Prior to My Arrival...

My evening of dancing, libations and decadence started a little before I made it to Willow Manor.  Clive Owen my date for the evening showed up a little early and he was not even dressed. He was carrying his tuxedo in a garment bag. I was actually in the tub when he arrived.  Apparently, he sweet talked my maid Martha into letting him in. Now normally Martha would not have any of it, as she is like a mother to me and very protective of my honor.  It was quite scandalous because he bribed her so she relented.
Martha posing for a photograph

The look he gave her before he bribed her with that chocolate.

He gave her the Kinschildt’s Madeleine he intended for me. Shameless as she can be at times, she popped that entire creamy truffle right into her greedy gullet and said with a mouthful of chocolate, “Won’t you please come in Mr. Owen, Miss is preparing for this evening’s festivities.”  He batted he gorgeous eyes at her and said, “Perfect and oh Martha would you please prepare us a pitcher of martini’s and bring them on up.”
“Yes Sir.”
Knipschildt's Madeleine
"The Madeleine contains a creamy truffle ganache made from French Valrhona Chocolate blended with fresh cream infused with vanilla pods and pure Italian truffle oil."


It is shameless what a tart Martha is when it come to fine chocolate. Martha being Russian and all she was accustom to taking what she could get when she could get it. You know cold war and all. Scruples be damned.
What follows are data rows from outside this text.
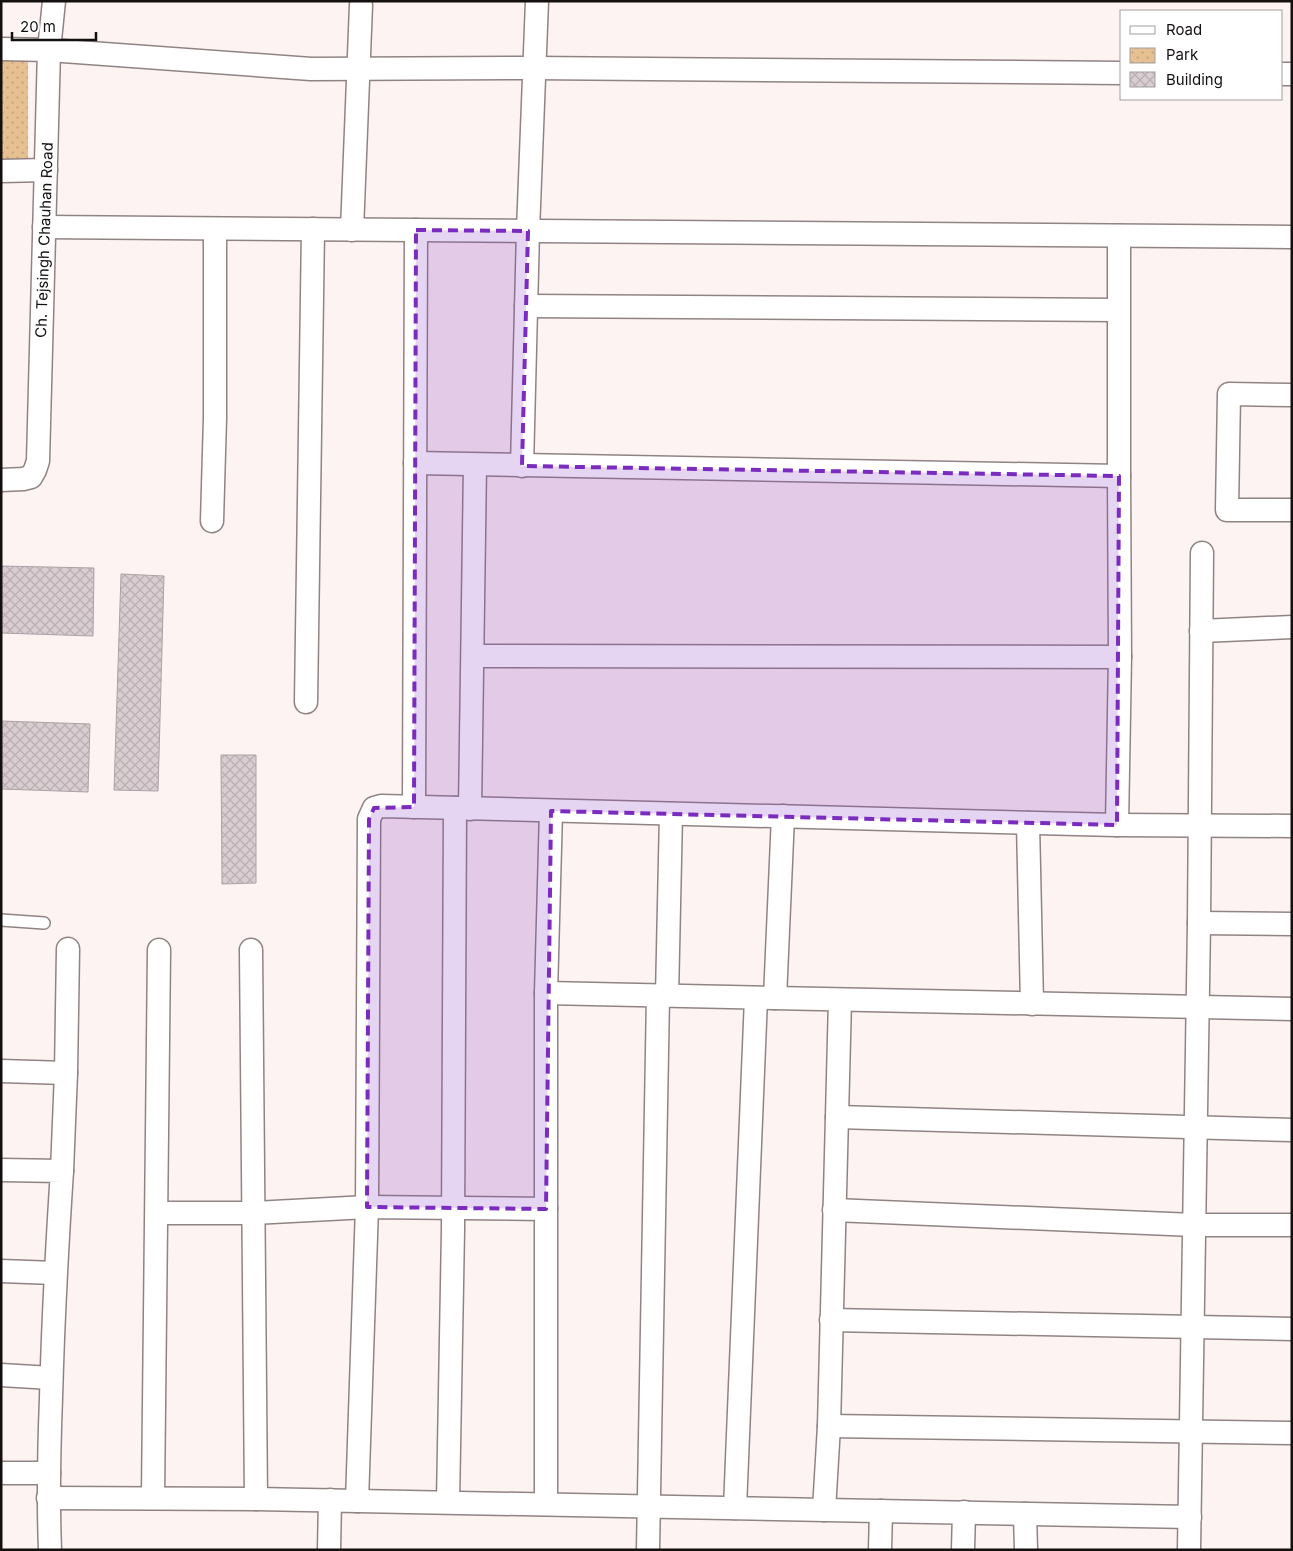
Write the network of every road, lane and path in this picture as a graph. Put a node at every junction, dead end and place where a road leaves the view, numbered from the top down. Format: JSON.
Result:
{"nodes":[{"id":1,"x":54,"y":1,"type":"edge"},
{"id":2,"x":537,"y":1,"type":"edge"},
{"id":3,"x":361,"y":5,"type":"dead end"},
{"id":4,"x":1,"y":49,"type":"edge"},
{"id":5,"x":49,"y":50,"type":"junction"},
{"id":6,"x":359,"y":68,"type":"junction"},
{"id":7,"x":533,"y":68,"type":"junction"},
{"id":8,"x":1120,"y":73,"type":"edge"},
{"id":9,"x":46,"y":170,"type":"junction"},
{"id":10,"x":1,"y":171,"type":"edge"},
{"id":11,"x":44,"y":227,"type":"junction"},
{"id":12,"x":215,"y":229,"type":"junction"},
{"id":13,"x":313,"y":229,"type":"junction"},
{"id":14,"x":352,"y":230,"type":"junction"},
{"id":15,"x":416,"y":230,"type":"junction"},
{"id":16,"x":528,"y":231,"type":"junction"},
{"id":17,"x":1119,"y":236,"type":"junction"},
{"id":18,"x":1292,"y":237,"type":"edge"},
{"id":19,"x":526,"y":306,"type":"junction"},
{"id":20,"x":1118,"y":310,"type":"junction"},
{"id":21,"x":1292,"y":395,"type":"edge"},
{"id":22,"x":415,"y":463,"type":"junction"},
{"id":23,"x":475,"y":465,"type":"junction"},
{"id":24,"x":522,"y":466,"type":"junction"},
{"id":25,"x":1119,"y":476,"type":"junction"},
{"id":26,"x":1,"y":480,"type":"edge"},
{"id":27,"x":1292,"y":510,"type":"edge"},
{"id":28,"x":212,"y":521,"type":"dead end"},
{"id":29,"x":1202,"y":553,"type":"dead end"},
{"id":30,"x":1292,"y":627,"type":"edge"},
{"id":31,"x":1201,"y":631,"type":"junction"},
{"id":32,"x":472,"y":656,"type":"junction"},
{"id":33,"x":1120,"y":657,"type":"junction"},
{"id":34,"x":306,"y":702,"type":"dead end"},
{"id":35,"x":414,"y":807,"type":"junction"},
{"id":36,"x":462,"y":808,"type":"junction"},
{"id":37,"x":551,"y":811,"type":"junction"},
{"id":38,"x":671,"y":814,"type":"junction"},
{"id":39,"x":783,"y":816,"type":"junction"},
{"id":40,"x":1028,"y":823,"type":"junction"},
{"id":41,"x":1117,"y":825,"type":"junction"},
{"id":42,"x":1200,"y":826,"type":"junction"},
{"id":43,"x":1292,"y":826,"type":"edge"},
{"id":44,"x":1,"y":920,"type":"edge"},
{"id":45,"x":44,"y":923,"type":"dead end"},
{"id":46,"x":1199,"y":923,"type":"junction"},
{"id":47,"x":1292,"y":924,"type":"edge"},
{"id":48,"x":68,"y":949,"type":"dead end"},
{"id":49,"x":159,"y":950,"type":"dead end"},
{"id":50,"x":251,"y":950,"type":"dead end"},
{"id":51,"x":546,"y":993,"type":"junction"},
{"id":52,"x":663,"y":996,"type":"junction"},
{"id":53,"x":766,"y":998,"type":"junction"},
{"id":54,"x":840,"y":1000,"type":"junction"},
{"id":55,"x":1032,"y":1004,"type":"junction"},
{"id":56,"x":1198,"y":1008,"type":"junction"},
{"id":57,"x":1292,"y":1009,"type":"edge"},
{"id":58,"x":1,"y":1071,"type":"edge"},
{"id":59,"x":66,"y":1073,"type":"junction"},
{"id":60,"x":837,"y":1117,"type":"junction"},
{"id":61,"x":1196,"y":1128,"type":"junction"},
{"id":62,"x":1292,"y":1130,"type":"edge"},
{"id":63,"x":1,"y":1170,"type":"edge"},
{"id":64,"x":62,"y":1171,"type":"junction"},
{"id":65,"x":367,"y":1207,"type":"junction"},
{"id":66,"x":453,"y":1209,"type":"junction"},
{"id":67,"x":546,"y":1209,"type":"junction"},
{"id":68,"x":834,"y":1210,"type":"junction"},
{"id":69,"x":157,"y":1213,"type":"junction"},
{"id":70,"x":253,"y":1213,"type":"junction"},
{"id":71,"x":1194,"y":1225,"type":"junction"},
{"id":72,"x":1292,"y":1225,"type":"edge"},
{"id":73,"x":1,"y":1271,"type":"edge"},
{"id":74,"x":55,"y":1273,"type":"junction"},
{"id":75,"x":831,"y":1320,"type":"junction"},
{"id":76,"x":1193,"y":1327,"type":"junction"},
{"id":77,"x":1292,"y":1329,"type":"edge"},
{"id":78,"x":1,"y":1375,"type":"edge"},
{"id":79,"x":51,"y":1378,"type":"junction"},
{"id":80,"x":829,"y":1426,"type":"junction"},
{"id":81,"x":1192,"y":1433,"type":"junction"},
{"id":82,"x":1292,"y":1433,"type":"edge"},
{"id":83,"x":1,"y":1473,"type":"edge"},
{"id":84,"x":48,"y":1473,"type":"junction"},
{"id":85,"x":154,"y":1497,"type":"junction"},
{"id":86,"x":48,"y":1498,"type":"junction"},
{"id":87,"x":256,"y":1499,"type":"junction"},
{"id":88,"x":330,"y":1500,"type":"junction"},
{"id":89,"x":356,"y":1501,"type":"junction"},
{"id":90,"x":448,"y":1502,"type":"junction"},
{"id":91,"x":546,"y":1504,"type":"junction"},
{"id":92,"x":648,"y":1506,"type":"junction"},
{"id":93,"x":735,"y":1508,"type":"junction"},
{"id":94,"x":824,"y":1510,"type":"junction"},
{"id":95,"x":881,"y":1511,"type":"junction"},
{"id":96,"x":964,"y":1512,"type":"junction"},
{"id":97,"x":1025,"y":1514,"type":"junction"},
{"id":98,"x":1190,"y":1517,"type":"junction"},
{"id":99,"x":50,"y":1550,"type":"edge"},
{"id":100,"x":329,"y":1550,"type":"edge"},
{"id":101,"x":648,"y":1550,"type":"edge"},
{"id":102,"x":880,"y":1550,"type":"edge"},
{"id":103,"x":963,"y":1550,"type":"edge"},
{"id":104,"x":1026,"y":1550,"type":"edge"},
{"id":105,"x":1189,"y":1550,"type":"edge"}],
"edges":[{"from":1,"to":5,"type":"street","name":"Ch. Tejsingh Chauhan Road"},
{"from":2,"to":7,"type":"street"},
{"from":3,"to":6,"type":"street"},
{"from":4,"to":5,"type":"street"},
{"from":5,"to":6,"type":"street"},
{"from":5,"to":9,"type":"street","name":"Ch. Tejsingh Chauhan Road"},
{"from":6,"to":7,"type":"street"},
{"from":6,"to":14,"type":"street"},
{"from":7,"to":8,"type":"street"},
{"from":7,"to":16,"type":"street"},
{"from":9,"to":10,"type":"street"},
{"from":9,"to":11,"type":"street","name":"Ch. Tejsingh Chauhan Road"},
{"from":11,"to":12,"type":"street"},
{"from":11,"to":26,"type":"street","name":"Ch. Tejsingh Chauhan Road"},
{"from":12,"to":13,"type":"street"},
{"from":12,"to":28,"type":"street"},
{"from":13,"to":14,"type":"street"},
{"from":13,"to":34,"type":"street"},
{"from":14,"to":15,"type":"street"},
{"from":15,"to":16,"type":"street"},
{"from":15,"to":22,"type":"street"},
{"from":16,"to":17,"type":"street"},
{"from":16,"to":19,"type":"street"},
{"from":17,"to":18,"type":"street"},
{"from":17,"to":20,"type":"street"},
{"from":19,"to":20,"type":"street"},
{"from":19,"to":24,"type":"street"},
{"from":20,"to":25,"type":"street"},
{"from":21,"to":27,"type":"street"},
{"from":22,"to":23,"type":"street"},
{"from":22,"to":35,"type":"street"},
{"from":23,"to":24,"type":"street"},
{"from":23,"to":32,"type":"street"},
{"from":24,"to":25,"type":"street"},
{"from":25,"to":33,"type":"street"},
{"from":29,"to":31,"type":"street"},
{"from":30,"to":31,"type":"street"},
{"from":31,"to":42,"type":"street"},
{"from":32,"to":33,"type":"street"},
{"from":32,"to":36,"type":"street"},
{"from":33,"to":41,"type":"street"},
{"from":35,"to":36,"type":"street"},
{"from":35,"to":65,"type":"street"},
{"from":36,"to":37,"type":"street"},
{"from":36,"to":66,"type":"street"},
{"from":37,"to":38,"type":"street"},
{"from":37,"to":51,"type":"street"},
{"from":38,"to":39,"type":"street"},
{"from":38,"to":52,"type":"street"},
{"from":39,"to":40,"type":"street"},
{"from":39,"to":53,"type":"street"},
{"from":40,"to":41,"type":"street"},
{"from":40,"to":55,"type":"street"},
{"from":41,"to":42,"type":"street"},
{"from":42,"to":43,"type":"street"},
{"from":42,"to":46,"type":"street"},
{"from":44,"to":45,"type":"lane"},
{"from":46,"to":47,"type":"street"},
{"from":46,"to":56,"type":"street"},
{"from":48,"to":59,"type":"street"},
{"from":49,"to":69,"type":"street"},
{"from":50,"to":70,"type":"street"},
{"from":51,"to":52,"type":"street"},
{"from":51,"to":67,"type":"street"},
{"from":52,"to":53,"type":"street"},
{"from":52,"to":92,"type":"street"},
{"from":53,"to":54,"type":"street"},
{"from":53,"to":93,"type":"street"},
{"from":54,"to":55,"type":"street"},
{"from":54,"to":60,"type":"street"},
{"from":55,"to":56,"type":"street"},
{"from":56,"to":57,"type":"street"},
{"from":56,"to":61,"type":"street"},
{"from":58,"to":59,"type":"street"},
{"from":59,"to":64,"type":"street"},
{"from":60,"to":61,"type":"street"},
{"from":60,"to":68,"type":"street"},
{"from":61,"to":62,"type":"street"},
{"from":61,"to":71,"type":"street"},
{"from":63,"to":64,"type":"street"},
{"from":64,"to":74,"type":"street"},
{"from":65,"to":66,"type":"street"},
{"from":65,"to":70,"type":"street"},
{"from":65,"to":89,"type":"street"},
{"from":66,"to":67,"type":"street"},
{"from":66,"to":90,"type":"street"},
{"from":67,"to":91,"type":"street"},
{"from":68,"to":71,"type":"street"},
{"from":68,"to":75,"type":"street"},
{"from":69,"to":70,"type":"street"},
{"from":69,"to":85,"type":"street"},
{"from":70,"to":87,"type":"street"},
{"from":71,"to":72,"type":"street"},
{"from":71,"to":76,"type":"street"},
{"from":73,"to":74,"type":"street"},
{"from":74,"to":79,"type":"street"},
{"from":75,"to":76,"type":"street"},
{"from":75,"to":80,"type":"street"},
{"from":76,"to":77,"type":"street"},
{"from":76,"to":81,"type":"street"},
{"from":78,"to":79,"type":"street"},
{"from":79,"to":84,"type":"street"},
{"from":80,"to":81,"type":"street"},
{"from":80,"to":94,"type":"street"},
{"from":81,"to":82,"type":"street"},
{"from":81,"to":98,"type":"street"},
{"from":83,"to":84,"type":"street"},
{"from":84,"to":86,"type":"street"},
{"from":85,"to":86,"type":"street"},
{"from":85,"to":87,"type":"street"},
{"from":86,"to":99,"type":"street"},
{"from":87,"to":88,"type":"street"},
{"from":88,"to":89,"type":"street"},
{"from":88,"to":100,"type":"street"},
{"from":89,"to":90,"type":"street"},
{"from":90,"to":91,"type":"street"},
{"from":91,"to":92,"type":"street"},
{"from":92,"to":93,"type":"street"},
{"from":92,"to":101,"type":"street"},
{"from":93,"to":94,"type":"street"},
{"from":94,"to":95,"type":"street"},
{"from":95,"to":96,"type":"street"},
{"from":95,"to":102,"type":"street"},
{"from":96,"to":97,"type":"street"},
{"from":96,"to":103,"type":"street"},
{"from":97,"to":98,"type":"street"},
{"from":97,"to":104,"type":"street"},
{"from":98,"to":105,"type":"street"}]}
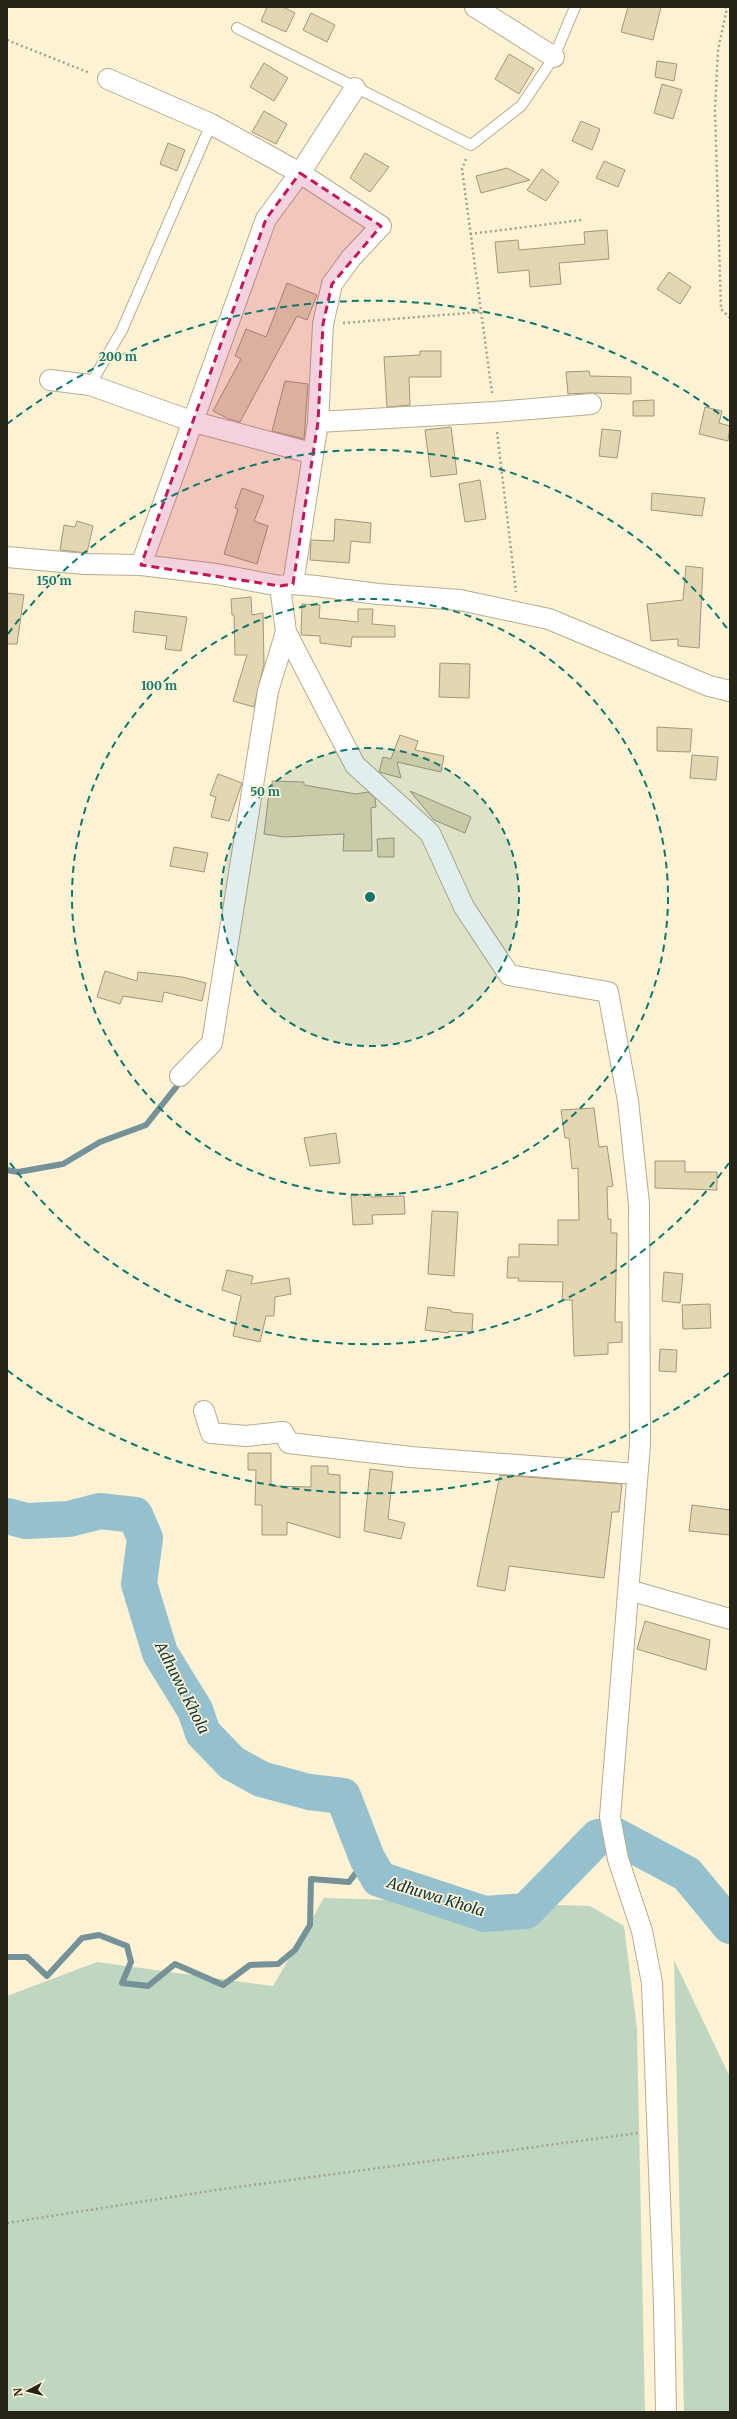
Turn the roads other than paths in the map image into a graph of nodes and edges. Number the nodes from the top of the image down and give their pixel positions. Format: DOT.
graph roads {
  1 [pos="475,7"];
  2 [pos="575,7"];
  3 [pos="237,28"];
  4 [pos="554,57"];
  5 [pos="108,79"];
  6 [pos="355,88"];
  7 [pos="212,124"];
  8 [pos="300,173"];
  9 [pos="50,380"];
  10 [pos="90,385"];
  11 [pos="591,404"];
  12 [pos="194,422"];
  13 [pos="318,422"];
  14 [pos="312,453"];
  15 [pos="7,557"];
  16 [pos="141,565"];
  17 [pos="287,585"];
  18 [pos="286,632"];
  19 [pos="730,691"];
  20 [pos="180,1076"];
  21 [pos="204,1411"];
  22 [pos="637,1474"];
  23 [pos="629,1590"];
  24 [pos="730,1619"];
  25 [pos="666,2412"];
  1 -- 4 [label="street"];
  2 -- 4 [label="lane"];
  3 -- 6 [label="lane"];
  4 -- 6 [label="lane"];
  5 -- 7 [label="street"];
  6 -- 8 [label="street"];
  7 -- 8 [label="street"];
  7 -- 10 [label="lane"];
  8 -- 12 [label="street"];
  8 -- 13 [label="street"];
  9 -- 10 [label="street"];
  10 -- 12 [label="street"];
  11 -- 13 [label="street"];
  12 -- 14 [label="street"];
  12 -- 16 [label="street"];
  13 -- 14 [label="street"];
  14 -- 17 [label="street"];
  15 -- 16 [label="street"];
  16 -- 17 [label="street"];
  17 -- 18 [label="street"];
  17 -- 19 [label="street"];
  18 -- 20 [label="street"];
  18 -- 22 [label="street"];
  21 -- 22 [label="street"];
  22 -- 23 [label="street"];
  23 -- 24 [label="street"];
  23 -- 25 [label="street"];
}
Before I was even aware of his presence, he slipped into my boudoir and lite all the candles. Earlier in the day he surprised me by sending over gorgeous white roses, twelve dozen to be exact. Martha arranged them beautifully in vases and spread them out in strategic locations in my sleeping chamber, dressing room and bathroom. The fragrance was simply divine. One of the vases he handed back to Martha when she delivered the martinis. He had removed all of the petals and placed them all over my bed. Martha was a gassed by his flagrant display of our impending faire l’amour but said nothing of it because she could still taste my creamy truffle and was willing to over look a little indiscretion.


Meanwhile, I soaking in my secret mixture of fragrance, made especially for my service, I lift my leg into the air examining its readiness for this evening’s promenade.  At that very moment Clive popped his head in and said, “Gorgeous, every square inch of you, is absolutely gorgeous.”
Startled by his intrusion I gasp, “Clive you devil, you are such a bad boy, when I leave this tub I will have to discipline you.”
“Well, I certainly hope that you intend to affect the harshest of punishments, as I have not even begun to ration all of my dastardly deeds on your person.”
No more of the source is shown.